The plus side of a Muthalik....
Pramod Muthalik’s threat to invite himself to tiny Goa has ruffled so many feathers, and made us all hot under our collective collars. This should be enough to make us wonder: why so much of a hullaballoo about this hero from Hukkeri (in nearby Belgaum district)? Why does he make us feel so threatened?
On Facebook and in cyberspace, in news and views columns in the media, at meetings in Margao and amidst Congress politicians, this suddenly became the hot topic-of-the-day. Is Goan politics and the public discourse so fragile and meaningless that we need a bogeyman such as Muthalik to spur on the discourse? To make us define our own priorities?
In fact, we should be grateful to a Muthalik. Like the actions of a Timoja, some five centuries earlier, Muthalik reminds us of what a divided and hypocritical society we are. Of how we yell when someone else does something to us, but we have no problem if we ourselves are inflicting the same on our own people.
The first level of hypocrisy that emerges is the fact that communalism is nothing new to Goa. For the last five decades (and for far longer, if seen in other ways), we have been playing the game of low-intensity communalism. Quite successfully too. Based on continually-stoked memories of the past, stereotypes and some questionable claims, bitterness in the present is built on the basis of bogeys of the past.
Party after party has ascended to power based on policies of divide and rule. This was starkly true of the MGP and it 16-odd years in power.
The Congress, dominating the 1980s and 1990s and the latter part of the first decade of the 2000s, played a different game. While bringing in its own biases (take a look at the representation of different communities in government and police services, for instance), the Congress built a cottage industry of pretending to be the ‘saviour’ of the minorities. At the same time, it chose minority leaders whose dubious interests ensured they sold the entire State for cheap. The BJP’s record in power will be judged in due time.
Is it anyone’s case that low-intensity, long-duration, soft communalism is okay, but the harshness of a Muthalik campaign - with all the sensational headlines it generates - is somehow not kosher?

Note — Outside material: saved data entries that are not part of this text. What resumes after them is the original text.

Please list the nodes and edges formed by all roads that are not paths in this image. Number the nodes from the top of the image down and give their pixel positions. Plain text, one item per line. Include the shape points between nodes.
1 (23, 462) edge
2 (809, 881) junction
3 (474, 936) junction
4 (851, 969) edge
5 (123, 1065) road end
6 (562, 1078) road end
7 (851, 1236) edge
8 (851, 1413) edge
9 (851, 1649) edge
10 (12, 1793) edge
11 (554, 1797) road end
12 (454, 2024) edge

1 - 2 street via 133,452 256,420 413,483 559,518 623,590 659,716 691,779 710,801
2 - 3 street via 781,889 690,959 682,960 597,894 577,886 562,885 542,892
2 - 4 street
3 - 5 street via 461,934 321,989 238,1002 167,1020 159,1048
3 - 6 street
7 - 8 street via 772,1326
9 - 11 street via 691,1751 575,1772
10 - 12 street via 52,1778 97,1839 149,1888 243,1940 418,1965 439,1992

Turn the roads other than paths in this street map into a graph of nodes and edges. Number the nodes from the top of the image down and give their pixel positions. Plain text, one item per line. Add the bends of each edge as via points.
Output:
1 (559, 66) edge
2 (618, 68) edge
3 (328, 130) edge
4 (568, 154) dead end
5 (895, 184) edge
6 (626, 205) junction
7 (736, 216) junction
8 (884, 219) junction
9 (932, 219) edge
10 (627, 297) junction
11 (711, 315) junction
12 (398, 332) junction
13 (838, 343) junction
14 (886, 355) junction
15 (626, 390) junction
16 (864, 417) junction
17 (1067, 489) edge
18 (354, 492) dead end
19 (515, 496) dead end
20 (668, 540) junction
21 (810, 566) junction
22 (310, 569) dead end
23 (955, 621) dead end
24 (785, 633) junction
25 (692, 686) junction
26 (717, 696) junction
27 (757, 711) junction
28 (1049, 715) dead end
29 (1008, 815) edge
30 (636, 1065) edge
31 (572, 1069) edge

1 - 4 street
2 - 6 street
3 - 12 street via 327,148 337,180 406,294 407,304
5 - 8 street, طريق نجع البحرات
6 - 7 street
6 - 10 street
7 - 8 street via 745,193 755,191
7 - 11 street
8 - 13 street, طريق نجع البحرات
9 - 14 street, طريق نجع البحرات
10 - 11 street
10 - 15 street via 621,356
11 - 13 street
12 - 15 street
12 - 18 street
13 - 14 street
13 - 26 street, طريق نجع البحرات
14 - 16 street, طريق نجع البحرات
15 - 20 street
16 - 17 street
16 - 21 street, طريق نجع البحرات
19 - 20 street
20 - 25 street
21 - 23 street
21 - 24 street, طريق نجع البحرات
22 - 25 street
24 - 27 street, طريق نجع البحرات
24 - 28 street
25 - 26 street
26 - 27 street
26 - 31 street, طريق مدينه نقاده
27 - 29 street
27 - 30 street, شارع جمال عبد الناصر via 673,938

Look beyond party politics. Because of its own history - both colonial and post-colonial - Goa is saddled with the fact that even its civil society, its educational sector, its media and its cultural sphere is divided by religious-based and communal divides.
There is nothing wrong in having diversity and plurality in any society. But for each side to believe that life is a zero-sum game, that we can rise only if we pull someone else down, and that diversity is a bad-word which needs to be erased.
So we end up damaging other people’s long-term educational interests by citing all kinds of pedagogical principles. Killing some languages or scripts and attempting to promote others.
Opportunism levels being so high in Goa means many influential in the public sphere are willing to swap sides, make the most of whoever is in power, and not bother about the ideology or politics involved. How else does one explain the activists of the 1970s and 1980s becoming the power-brokers of the 1990s and 2000s?
Pramod Muthalik only reminds us of the risks of religion-based conservative politics. This isn’t about ‘minorities’ and ‘majorities.’ As the Mangalore pubs remind us, when a tiny, dominant section begins defining what is ‘good’ for society, then it overwrites the right of large sections to do what they would like to.
Women who had a different idea bore the brunt in Mangalore, recorded dramatically on television. But is it less serious if we don’t have any media record left behind? Every non-dominant section - whether it is the subaltern castes or migrants or linguistic minorities - keep paying the price.
Muthalik-style campaigning would force Goa to decide what kind of a society it wants to be. It could force everyone to stand up and be counted if they really are in favour of a liberal, forward-looking, fair and unbiased society.